Maka selama berhari-hari mereka harus berganti lokasi menjalankan PDRI untuk menghilangkan jejak dari buruan tentara payung Belanda yang bisa saja membantai siapa saja yang ditemui. Mereka bahkan harus melakukan Sidang Kabinet lengkap PDRI pada 14-17 Mei 1949 di Silantai.
Strategi gerilya itu membuat rombongan harus tidur di hutan belukar, di pinggir sungai Batanghari dengan pasokan makanan terbatas. Mereka juga harus memanggul  radio, sehingga pihak radio Belanda  mengejeknya dengan Pemerintah Dalam Rimba Indonesia.
Eksistensi PDRI yang serba darurat itu jelas dimaksudkan agar tidak terjadi kekosongan pemerintahan dan pemerintahan negara RI tetap dapat berjalan efektif. Langkah itu juga menyelamatkan kabinet yang ada saat itu, meskipun Presiden dan Wakil Presiden Indonesia ditangkap Belanda. PDRI berfungsi sebagai mandataris kekuasaan pemerintah RI dan sebagai pemerintah pusat.
Mr. Sjafruddin Prawiranegara menjadi Presiden Indonesia selama 207 hari. Sementara Lambertus Nicodemus Palar mendirikan perwakilan RI di Persatuan Bangsa Bangsa (PBB).

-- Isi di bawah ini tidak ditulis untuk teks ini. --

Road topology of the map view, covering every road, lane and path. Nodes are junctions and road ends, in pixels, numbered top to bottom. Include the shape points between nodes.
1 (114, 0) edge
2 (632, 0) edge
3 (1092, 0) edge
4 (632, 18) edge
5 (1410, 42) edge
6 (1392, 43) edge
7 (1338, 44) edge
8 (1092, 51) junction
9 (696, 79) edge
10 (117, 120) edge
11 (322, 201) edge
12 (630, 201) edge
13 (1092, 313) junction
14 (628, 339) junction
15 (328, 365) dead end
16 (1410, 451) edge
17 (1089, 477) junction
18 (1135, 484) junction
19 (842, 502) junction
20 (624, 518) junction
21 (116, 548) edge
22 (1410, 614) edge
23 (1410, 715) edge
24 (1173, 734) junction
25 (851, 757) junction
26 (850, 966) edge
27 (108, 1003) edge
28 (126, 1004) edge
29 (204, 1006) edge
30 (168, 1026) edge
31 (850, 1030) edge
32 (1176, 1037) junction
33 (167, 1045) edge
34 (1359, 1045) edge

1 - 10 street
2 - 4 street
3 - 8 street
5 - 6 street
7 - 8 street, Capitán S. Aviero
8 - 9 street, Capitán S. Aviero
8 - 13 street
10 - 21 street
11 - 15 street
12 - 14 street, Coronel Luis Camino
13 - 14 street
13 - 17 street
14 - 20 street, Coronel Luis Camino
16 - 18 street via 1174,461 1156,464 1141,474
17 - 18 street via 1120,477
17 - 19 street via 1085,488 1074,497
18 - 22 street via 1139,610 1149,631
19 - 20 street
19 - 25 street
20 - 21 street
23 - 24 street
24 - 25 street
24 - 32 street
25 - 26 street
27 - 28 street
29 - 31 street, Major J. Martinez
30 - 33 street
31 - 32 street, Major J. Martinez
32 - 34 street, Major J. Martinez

Berkat gerilya selama tujuh bulan di Sumatra memungkinkan keberlangsungan pemerintahan di tengah perang kemerdekaan sehingga memaksa Belanda untuk kembali bernegosiasi.
Mengapa syafruddin yang dipilih masih menjadi sumber debat sejarah. Syafruddin sendiri sebenarnya seorang negarawan dan ekonom yang selama masa Demokrasi Liberal, Â menjabat sebagai Menteri Keuangan dan Gubernur Bank Indonesia pertama.
Sejarah yang Bersambung
Sejarah tidak bisa berdiri sendiri menjadi potongan yang parsial, karena merupakan rangkaian perisitiwa yang saling berkorelasi. Sehingga setiap momen tidak hanya bisa mewakili satu peristiwa tetapi juga bagian dari peristiwa lainnya.
Saya ingat sejak duduk disekolah dasar, dalam pelajaran sejarah, ketika masuk bab kemerdekaan, fokus utamanya selalu tentang tokoh, dan peristiwa sejarahnya. Namun prosesnya sering menjadi "materi" yang tidak penting dan dilupakan.
Di negara lain, sejarah diajarkan dalam format narasi diskusi yang menarik layaknya fiksi sejarah. Jadi sejarah akan menjadi pelajaran menarik, jika bukan sekedar bercerita tentang peristiwa, tokoh dan tahun saja tapi juga proses.
Seperti kisah penyebaran proklamasi kemerdekaan, tidak hanya lewat media seperti surat kabar dan radio, tapi juga melalui pemasangan pamflet poster, dan spanduk yang dipasang dan ditempel diberbagai penjuru kota, hingga di gerbong-gerbong kereta api.
Termasuk kisah sejarah penangkapan Soekarno  dan Hatta sebagai tindakan gercep Belanda mengantisipasi proklamasi agar tak bisa terus berkembang. Begitu juga proses narasi dalam peristiwa agresi.